Gino Cecchettin si è avvicinato all’ambone della chiesa, ha stretto tra le mani i fogli su cui ha scritto, con il cuore spezzato dal dolore, un ricordo della figlia Giulia. Un ricordo che è sembrato a tratti un testamento, a tratti un ammonimento perché quello che è successo alla figlia non si verifichi mai più. Nelle sue parole l’immagine di una ragazza di grande cuore e grandi ideali: “Mia figlia Giulia era proprio come l’avete conosciuta una straordinaria donna – ha detto – mai stanca di imparare”.

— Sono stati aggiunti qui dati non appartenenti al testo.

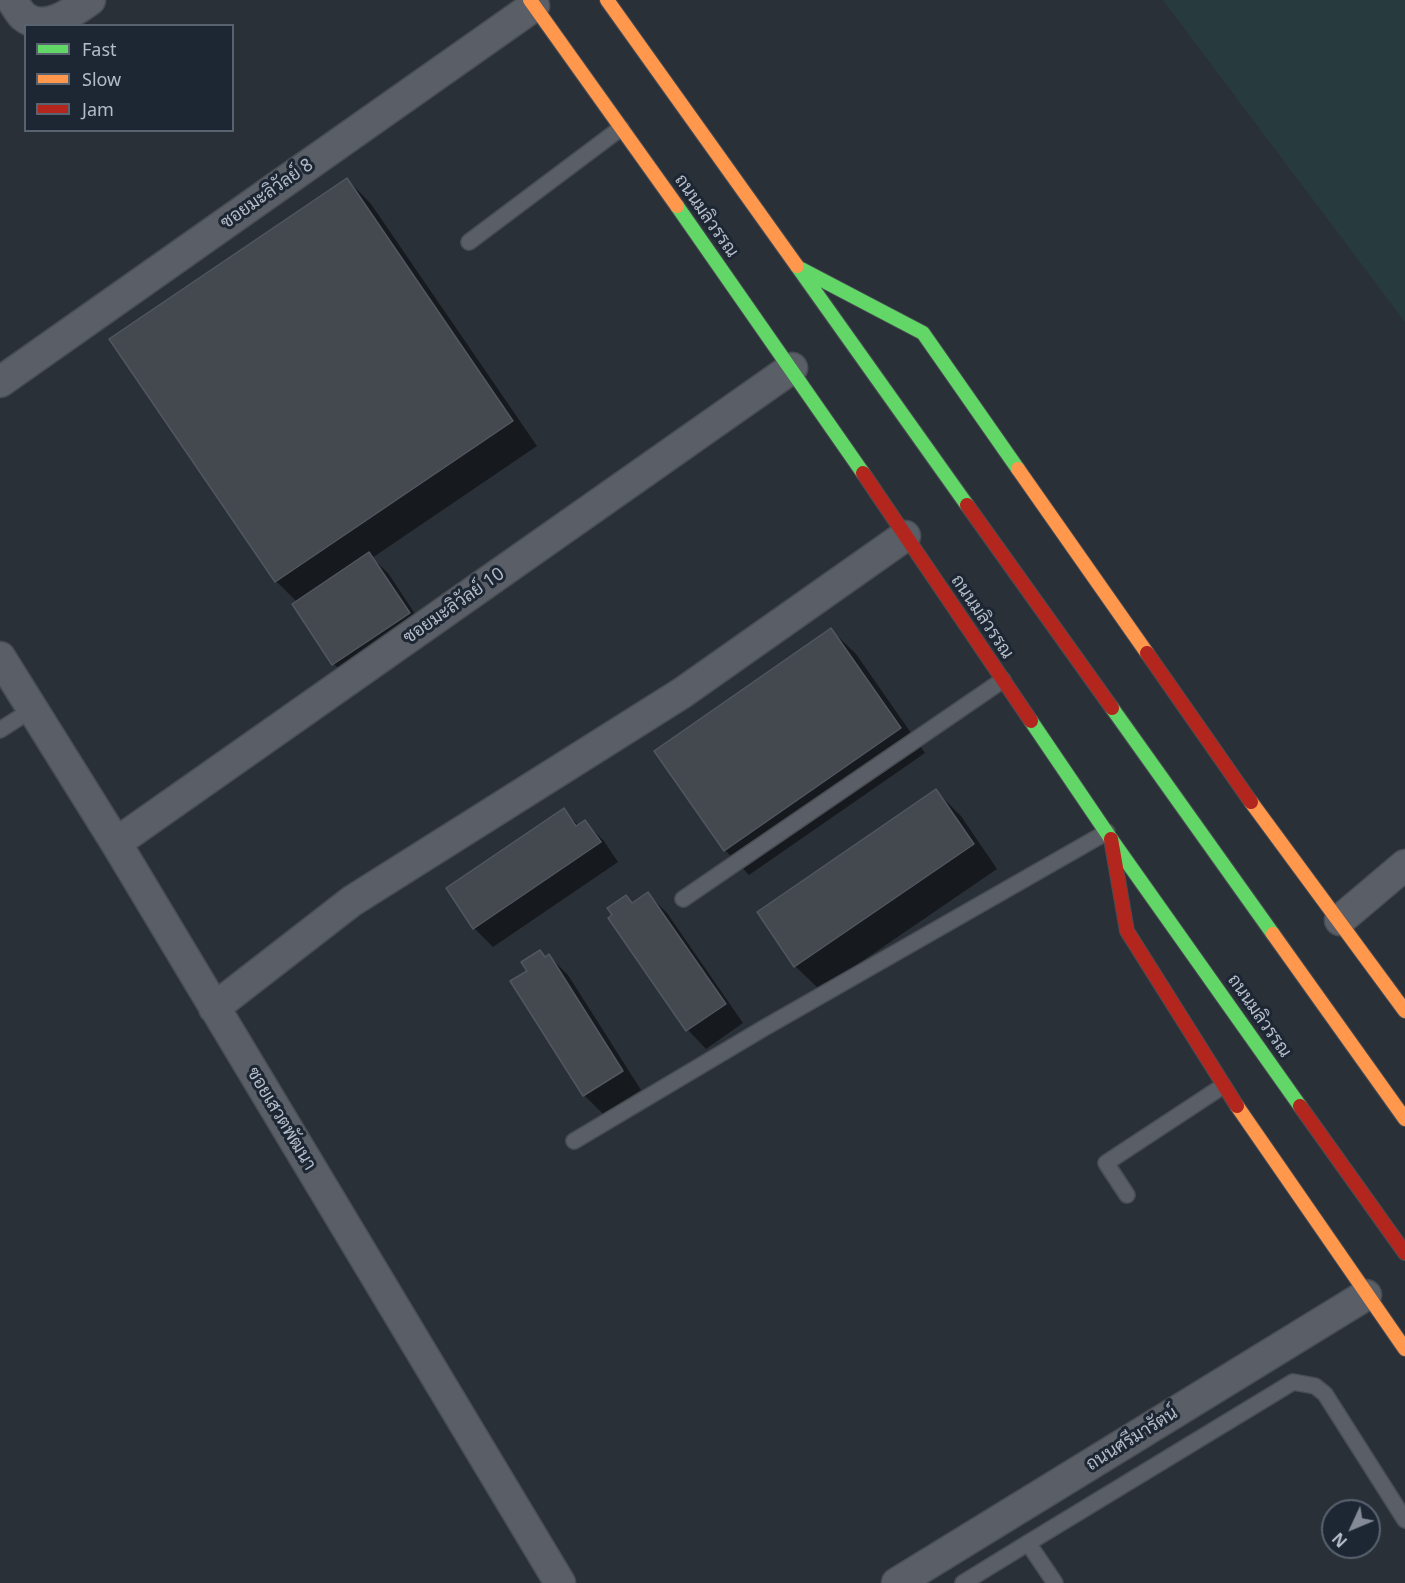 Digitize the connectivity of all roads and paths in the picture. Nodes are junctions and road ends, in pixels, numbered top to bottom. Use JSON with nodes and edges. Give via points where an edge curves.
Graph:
{"nodes":[{"id":1,"x":12,"y":0,"type":"edge"},
{"id":2,"x":90,"y":0,"type":"edge"},
{"id":3,"x":607,"y":0,"type":"edge"},
{"id":4,"x":532,"y":3,"type":"edge"},
{"id":5,"x":621,"y":128,"type":"junction"},
{"id":6,"x":469,"y":242,"type":"dead end"},
{"id":7,"x":801,"y":269,"type":"junction"},
{"id":8,"x":792,"y":368,"type":"junction"},
{"id":9,"x":0,"y":382,"type":"edge"},
{"id":10,"x":905,"y":536,"type":"junction"},
{"id":11,"x":0,"y":657,"type":"edge"},
{"id":12,"x":1003,"y":680,"type":"junction"},
{"id":13,"x":33,"y":709,"type":"junction"},
{"id":14,"x":0,"y":730,"type":"edge"},
{"id":15,"x":1109,"y":835,"type":"junction"},
{"id":16,"x":116,"y":843,"type":"junction"},
{"id":17,"x":1405,"y":865,"type":"edge"},
{"id":18,"x":683,"y":899,"type":"dead end"},
{"id":19,"x":1340,"y":920,"type":"junction"},
{"id":20,"x":214,"y":1008,"type":"junction"},
{"id":21,"x":1405,"y":1011,"type":"edge"},
{"id":22,"x":1223,"y":1086,"type":"junction"},
{"id":23,"x":1405,"y":1119,"type":"edge"},
{"id":24,"x":574,"y":1141,"type":"dead end"},
{"id":25,"x":1127,"y":1195,"type":"dead end"},
{"id":26,"x":1405,"y":1253,"type":"edge"},
{"id":27,"x":1366,"y":1295,"type":"junction"},
{"id":28,"x":1405,"y":1349,"type":"edge"},
{"id":29,"x":1405,"y":1520,"type":"edge"},
{"id":30,"x":1028,"y":1543,"type":"junction"},
{"id":31,"x":560,"y":1583,"type":"edge"},
{"id":32,"x":897,"y":1583,"type":"edge"},
{"id":33,"x":963,"y":1583,"type":"edge"},
{"id":34,"x":1055,"y":1583,"type":"edge"}],
"edges":[{"from":1,"to":2,"type":"street","via":[[23,16],[42,21],[67,17]]},
{"from":3,"to":7,"type":"main road"},
{"from":4,"to":5,"type":"main road","name":"ถนนมลิวรรณ"},
{"from":4,"to":9,"type":"street","name":"ซอยมะลิวัลย์ 8"},
{"from":5,"to":6,"type":"lane"},
{"from":5,"to":8,"type":"main road","name":"ถนนมลิวรรณ"},
{"from":7,"to":19,"type":"main road","via":[[923,333],[1260,814]]},
{"from":7,"to":23,"type":"main road"},
{"from":8,"to":10,"type":"main road","name":"ถนนมลิวรรณ"},
{"from":8,"to":16,"type":"street","name":"ซอยมะลิวัลย์ 10"},
{"from":10,"to":12,"type":"main road","name":"ถนนมลิวรรณ"},
{"from":10,"to":20,"type":"street","via":[[682,693],[352,901]]},
{"from":11,"to":13,"type":"street","name":"ซอยเสวตพัฒนา"},
{"from":12,"to":15,"type":"main road","name":"ถนนมลิวรรณ"},
{"from":12,"to":18,"type":"lane"},
{"from":13,"to":14,"type":"lane"},
{"from":13,"to":16,"type":"street","name":"ซอยเสวตพัฒนา"},
{"from":15,"to":22,"type":"main road","via":[[1127,931]]},
{"from":15,"to":24,"type":"lane","via":[[764,1028]]},
{"from":15,"to":26,"type":"main road","name":"ถนนมลิวรรณ"},
{"from":16,"to":20,"type":"street","name":"ซอยเสวตพัฒนา"},
{"from":17,"to":19,"type":"street"},
{"from":19,"to":21,"type":"main road"},
{"from":20,"to":31,"type":"street","name":"ซอยเสวตพัฒนา"},
{"from":22,"to":25,"type":"lane","via":[[1106,1163]]},
{"from":22,"to":27,"type":"main road"},
{"from":27,"to":28,"type":"main road"},
{"from":27,"to":32,"type":"street","name":"ถนนศรีมารัตน์"},
{"from":29,"to":30,"type":"lane","via":[[1325,1394],[1315,1386],[1293,1382]]},
{"from":30,"to":33,"type":"lane"},
{"from":30,"to":34,"type":"lane"}]}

“Si era occupata della gestione famigliare dopo la morte della sua mamma. Si è guadagnata la laurea e ad honorem anche il titolo di mamma dopo la morte della sua, era un oplita come si definiva”. Una guerriera a cui la mano dell’uomo che diceva di amarla ha tolto la vita in maniera barbara è insensata: un male che ha radici profonde: “Il femminicidio è una condizione che colpisce le donne, vittime di chi diceva di amarle e invece le rendeva vittime di abusi fino a farle perdere la vita”.
Funerali di Giulia Cecchettin, la lettera del padre: “Ciao amore mio”
Poi la denuncia e l’appello: “Ci sono tante responsabilità ma quella educativa ci coinvolge tutti. Mi rivolgo agli uomini perché noi per primi dovremmo essere agenti di cambiamento, parliamo agli altri maschi, dovremmo essere attivamente coinvolti, ascoltando le donne e non girando la testa davanti ai segni di violenza, anche i più lievi. Bisogna creare una cultura di supporto”.
Ed essere fermi: “Alle istituzioni politiche chiedo leggi e programmi educativi, che i colpevoli siano puniti adeguatamente. Le forze dell’ordine devono essere dotate degli strumenti adeguati per riconoscere e prevenire il pericolo. La mia Giulia ci è stata tolta in maniera crudele ma la sua morte deve essere un messaggio per fare in modo che la violenza contro le donne non esista più”.
Poi Gino Cecchettin ha voluto chiudere con una poesia poesia di Gibran: “Il vero amore non è né fisico né romantico. Cara Giulia, è giunto il momento di lasciarti andare. Salutaci la mamma. Ti penso con lei, abbracciata a lei e aiutaci a sopportare questo dolore che ci ha travolto e a imparare a danzare sotto la pioggia. Vi promettiamo che noi un po’ alla volta impareremo a danzare sotto la pioggia. Grazie per questi 22 anni che ci hai donato, anche noi ti amiamo tanto. Io non so pregare, ma so sperare e voglio sperare che tutta questa pioggia di dolore fecondi le nostre vite e che un giorno possa germogliare in un terreno di amore e pace. Addio Giulia, amore mio”.